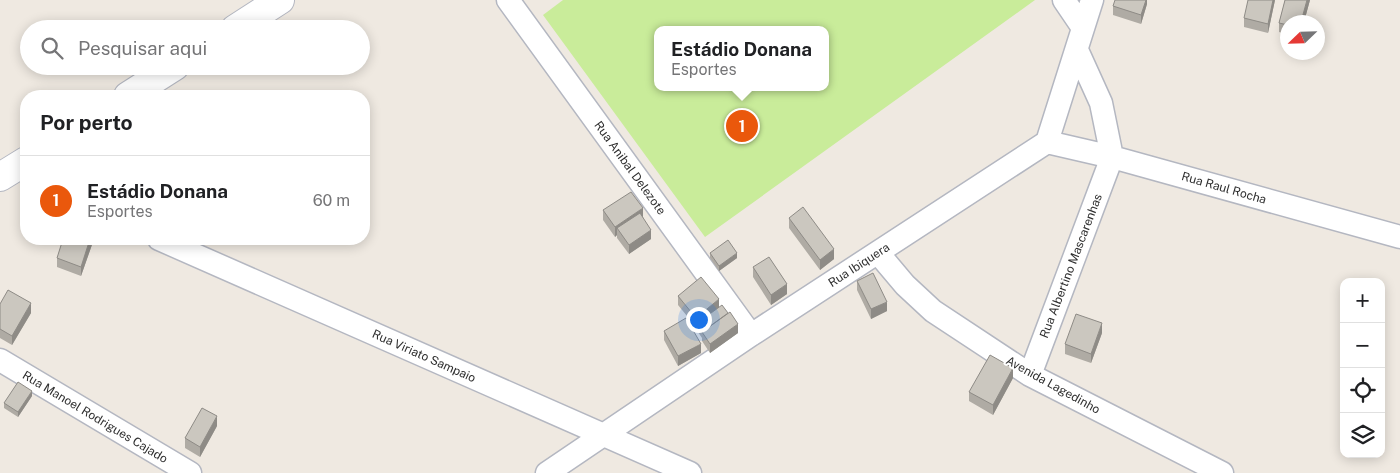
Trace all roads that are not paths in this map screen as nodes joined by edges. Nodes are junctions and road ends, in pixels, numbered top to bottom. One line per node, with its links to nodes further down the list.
1 (280, 0): 5 (street)
2 (508, 0): 15 (street, Rua Anibal Delezote)
3 (1064, 0): 6 (street)
4 (1092, 0): 6 (street)
5 (248, 20)
6 (1083, 28): 7 (street)
7 (1077, 50): 10 (street); 11 (street)
8 (161, 75): 9 (street)
9 (137, 90)
10 (1047, 142): 11 (street, Rua Raul Rocha); 14 (street, Rua Ibiquera)
11 (1112, 157): 12 (street, Rua Raul Rocha); 17 (street, Rua Albertino Mascarenhas)
12 (1400, 237)
13 (173, 245): 18 (street, Rua Viriato Sampaio)
14 (878, 253): 15 (street, Rua Ibiquera); 17 (street, Avenida Lagedinho)
15 (751, 335): 18 (street, Rua Ibiquera)
16 (0, 360): 19 (street, Rua Manoel Rodrigues Cajado)
17 (1030, 375): 22 (street, Avenida Lagedinho)
18 (602, 435): 20 (street, Rua Ibiquera); 21 (street, Rua Viriato Sampaio)
19 (190, 473)
20 (547, 473)
21 (690, 473)
22 (1222, 473)

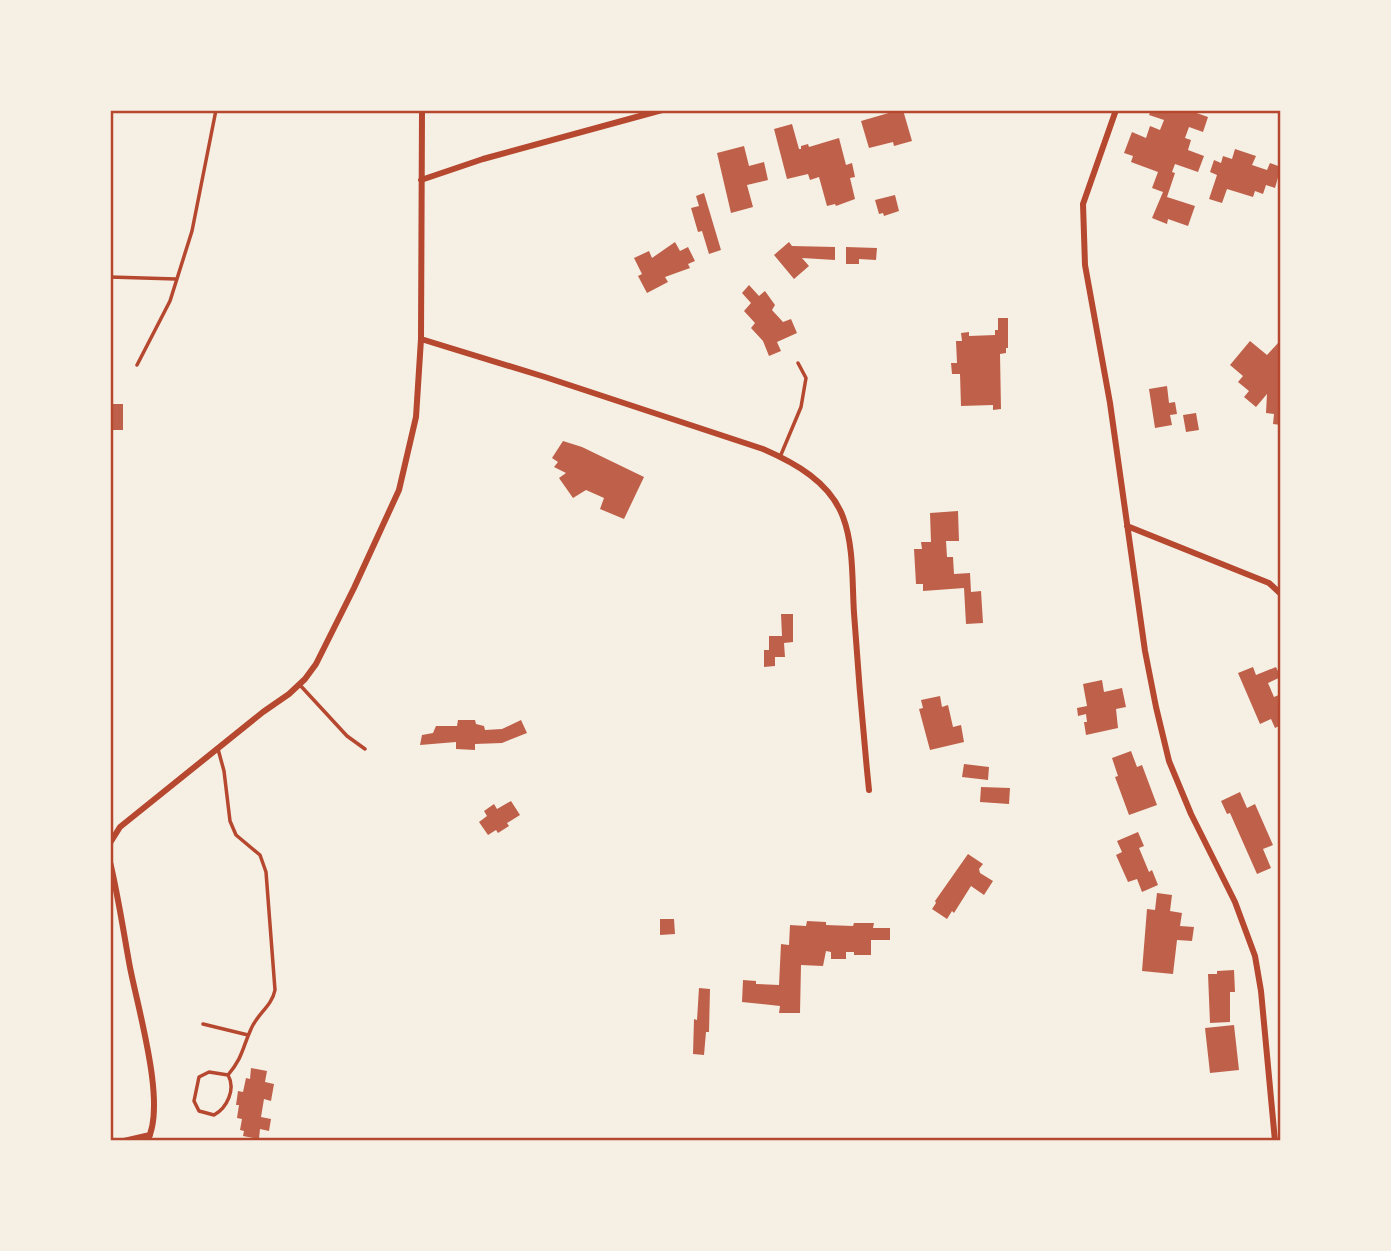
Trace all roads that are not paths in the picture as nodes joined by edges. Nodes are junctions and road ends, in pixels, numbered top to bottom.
1 (216, 110) edge
2 (422, 110) edge
3 (662, 110) edge
4 (1116, 110) edge
5 (421, 180) junction
6 (110, 277) edge
7 (176, 279) junction
8 (421, 339) junction
9 (798, 363) dead end
10 (137, 365) dead end
11 (780, 457) junction
12 (1127, 526) junction
13 (1281, 594) edge
14 (299, 684) junction
15 (218, 749) junction
16 (365, 749) dead end
17 (869, 790) dead end
18 (110, 843) edge
19 (110, 862) edge
20 (203, 1024) dead end
21 (248, 1035) junction
22 (228, 1075) junction
23 (148, 1138) edge
24 (124, 1141) edge
25 (1275, 1141) edge

1 - 7 lane
2 - 5 street
3 - 5 street
4 - 12 street
5 - 8 street
6 - 7 lane
7 - 10 lane
8 - 11 street
8 - 14 street
9 - 11 lane
11 - 17 street
12 - 13 street
12 - 25 street
14 - 15 street
14 - 16 lane
15 - 18 street
15 - 21 lane
19 - 23 street
20 - 21 lane
21 - 22 lane
22 - 22 lane
23 - 24 street

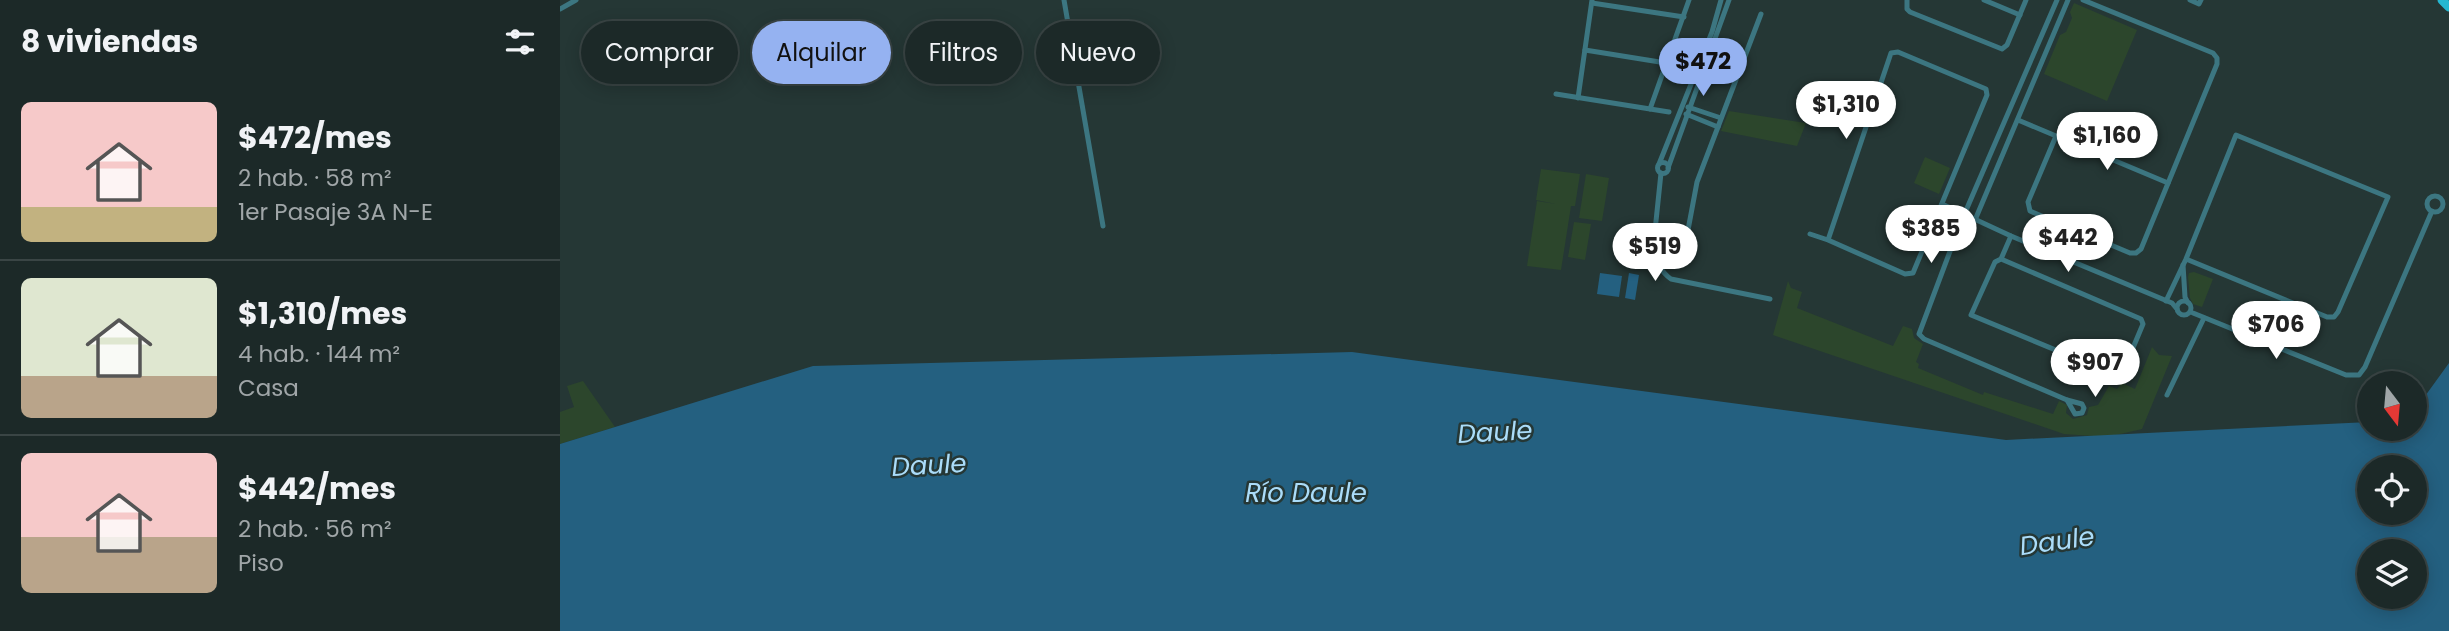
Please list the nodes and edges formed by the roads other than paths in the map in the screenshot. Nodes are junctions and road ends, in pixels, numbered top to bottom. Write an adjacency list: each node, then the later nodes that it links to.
1 (576, 0): 17 (street)
2 (1064, 0): 44 (street)
3 (1689, 0): 20 (street)
4 (1721, 0): 26 (street)
5 (1729, 0): 25 (street)
6 (1907, 0): 19 (street)
7 (1984, 0): 19 (street)
8 (2026, 0): 19 (street)
9 (2057, 0): 41 (street)
10 (2068, 0): 31 (street)
11 (2083, 0): 37 (street)
12 (2190, 0): 13 (street)
13 (2201, 0)
14 (2442, 0): 16 (main road)
15 (1592, 2): 20 (street); 21 (street)
16 (2449, 7)
17 (560, 9)
18 (1760, 14): 30 (street)
19 (2020, 15)
20 (1684, 17): 22 (street)
21 (1585, 50): 22 (street); 24 (street)
22 (1666, 63): 27 (street)
23 (1556, 94): 24 (street)
24 (1578, 98): 27 (street)
25 (1691, 107): 26 (street); 29 (street); 30 (street)
26 (1682, 108): 29 (street); 34 (street)
27 (1650, 109): 28 (street)
28 (1668, 112)
29 (1688, 116): 32 (street); 35 (street)
30 (1721, 118): 32 (street)
31 (2018, 120): 33 (street); 42 (street)
32 (1718, 127): 45 (street)
33 (2056, 136): 37 (street); 37 (street)
34 (1659, 164): 35 (street); 36 (street)
35 (1668, 168): 36 (street)
36 (1661, 173): 51 (street)
37 (2168, 183)
38 (1942, 204): 40 (street); 41 (street); 48 (street)
39 (2432, 211): 56 (street)
40 (1938, 212): 43 (street); 48 (street)
41 (1965, 215): 42 (street); 43 (street)
42 (1975, 220): 43 (street); 47 (street)
43 (1961, 222): 58 (street)
44 (1103, 226)
45 (1688, 230)
46 (1810, 234): 48 (street)
47 (2011, 236): 49 (street); 52 (street)
48 (1828, 240)
49 (2001, 259): 49 (street)
50 (2184, 262): 50 (street); 52 (street); 55 (street)
51 (1770, 299)
52 (2169, 302): 53 (street); 54 (street)
53 (2181, 302): 54 (street); 55 (street)
54 (2177, 309): 55 (street)
55 (2190, 310): 56 (street)
56 (2204, 318): 57 (street)
57 (2167, 395)
58 (2067, 400)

******

▸ REQUIRED ACTION: Whenever a line above includes "Raul", copy it in full.

▸ TASK ANSWER:
10 (1047, 142): 11 (street, Rua Raul Rocha); 14 (street, Rua Ibiquera)
11 (1112, 157): 12 (street, Rua Raul Rocha); 17 (street, Rua Albertino Mascarenhas)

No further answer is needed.